In this new economy, what we’re calling your wallet will no longer be a standalone application. That would defeat the whole point of an information-based decentralized economy in which value is being produced and shared all the time from every direction — bottom up (for your data), top down (e.g., government benefits), and side to side (peer to peer). The way you store and manage your cryptocurrency will be integrated with all your applications, with all your online activity.

Enter the Anatha Nexus

The Anatha app is, in fact, a nexus of applications — including what people call a crypto wallet. Anatha has a wallet; it is not a wallet per se. Yes, the Anatha Nexus has all the functionality of today’s crypto wallets with some more robust features such as human readable addresses (@name — without any cumbersome extensions—to receive any tokens the wallet supports, pushing cumbersome token addresses to the background), multiple profiles in one app, and customized reporting of your transactions (an increasing demand from the IRS).

But what makes the Anatha wallet different is that it sits on the Anatha Network (its blockchain built on Cosmos/Tendermint) with its native rewards token, ANATHA. This is not just a way to manage your tokens — although it’s also that; it’s a way to interact with the decentralized world and receive value into your wallet. Most notably, the economics of the network are such that value created on the Anatha Network is distributed to all participants (all holders of an HRA). We call this the Anatha Torus. It’s our mission written directly into code — our belief that value should be shared by those who create it rather than extracted and hoarded by a few.
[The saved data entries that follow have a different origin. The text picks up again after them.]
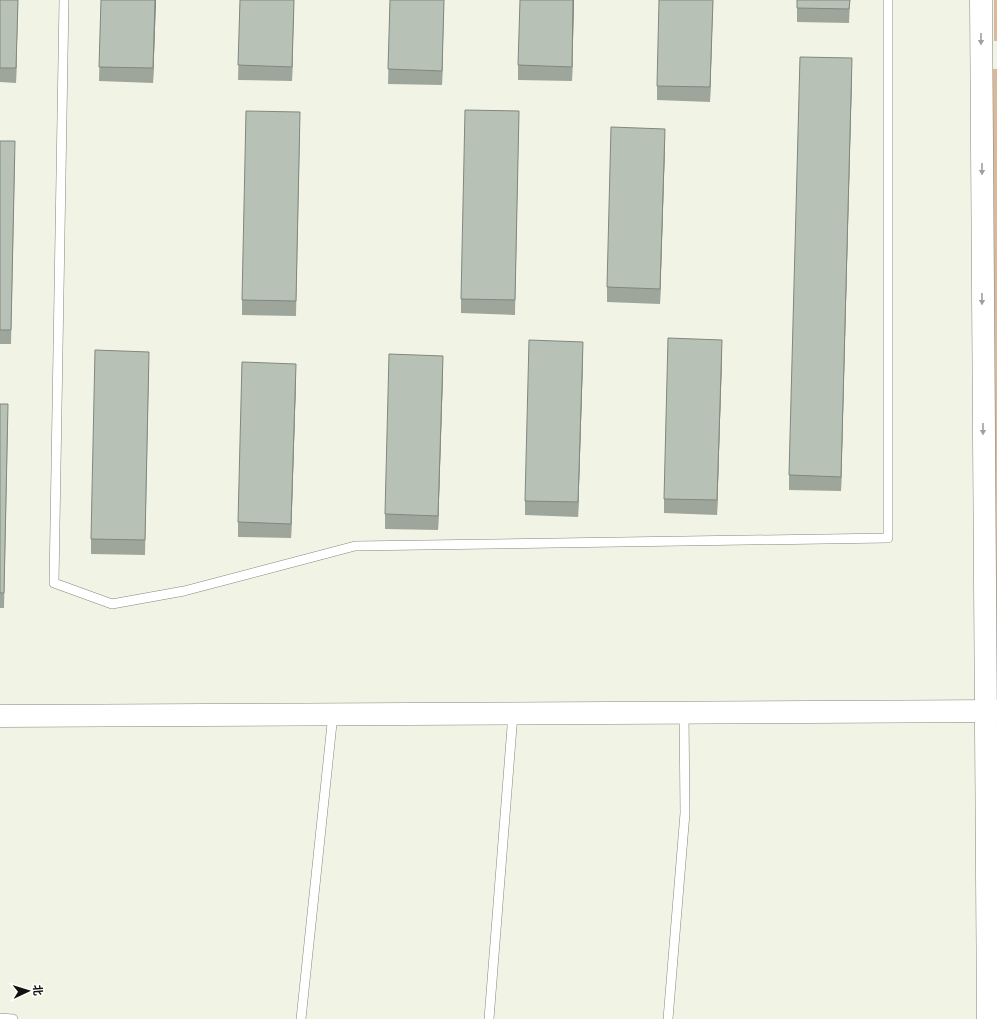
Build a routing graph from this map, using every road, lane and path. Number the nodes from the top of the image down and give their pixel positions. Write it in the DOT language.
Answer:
graph roads {
  1 [pos="64,0"];
  2 [pos="888,0"];
  3 [pos="981,0"];
  4 [pos="991,711"];
  5 [pos="684,713"];
  6 [pos="332,714"];
  7 [pos="513,714"];
  8 [pos="0,716"];
  9 [pos="0,1018"];
  10 [pos="13,1019"];
  11 [pos="301,1019"];
  12 [pos="489,1019"];
  13 [pos="668,1019"];
  14 [pos="988,1019"];
  1 -- 2 [label="lane"];
  3 -- 4 [label="main road, one-way"];
  4 -- 5 [label="main road"];
  4 -- 14 [label="main road"];
  5 -- 7 [label="main road"];
  5 -- 13 [label="lane"];
  6 -- 7 [label="main road"];
  6 -- 8 [label="main road"];
  6 -- 11 [label="lane"];
  7 -- 12 [label="lane"];
  9 -- 10 [label="lane"];
}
The Anatha Torus is a mechanism that distributes value daily to HRA holders in the form of our native rewards token. As new functionality is introduced, such as messaging and social content sharing, value will flow faster in all directions — to and from your wallet, to and from other participants.

We started with wallet functionality because we believe that people need to trust you with finances before they trust you with, say, social messaging. WeChat did the opposite: it started as a social application and, over time, integrated financial services. At Anatha, we are going in the reverse direction: starting with financial services and layering in social afterwards to create a thriving economy in which all participants prosper. 

What people call a wallet today is going to change dramatically as we enter Web 3.0. It will no longer be a standalone application, an island amid the rivers of value. It will be a layer within all applications — an always-on, multi-directional inflection point within the very creation, distribution, and flow of value itself.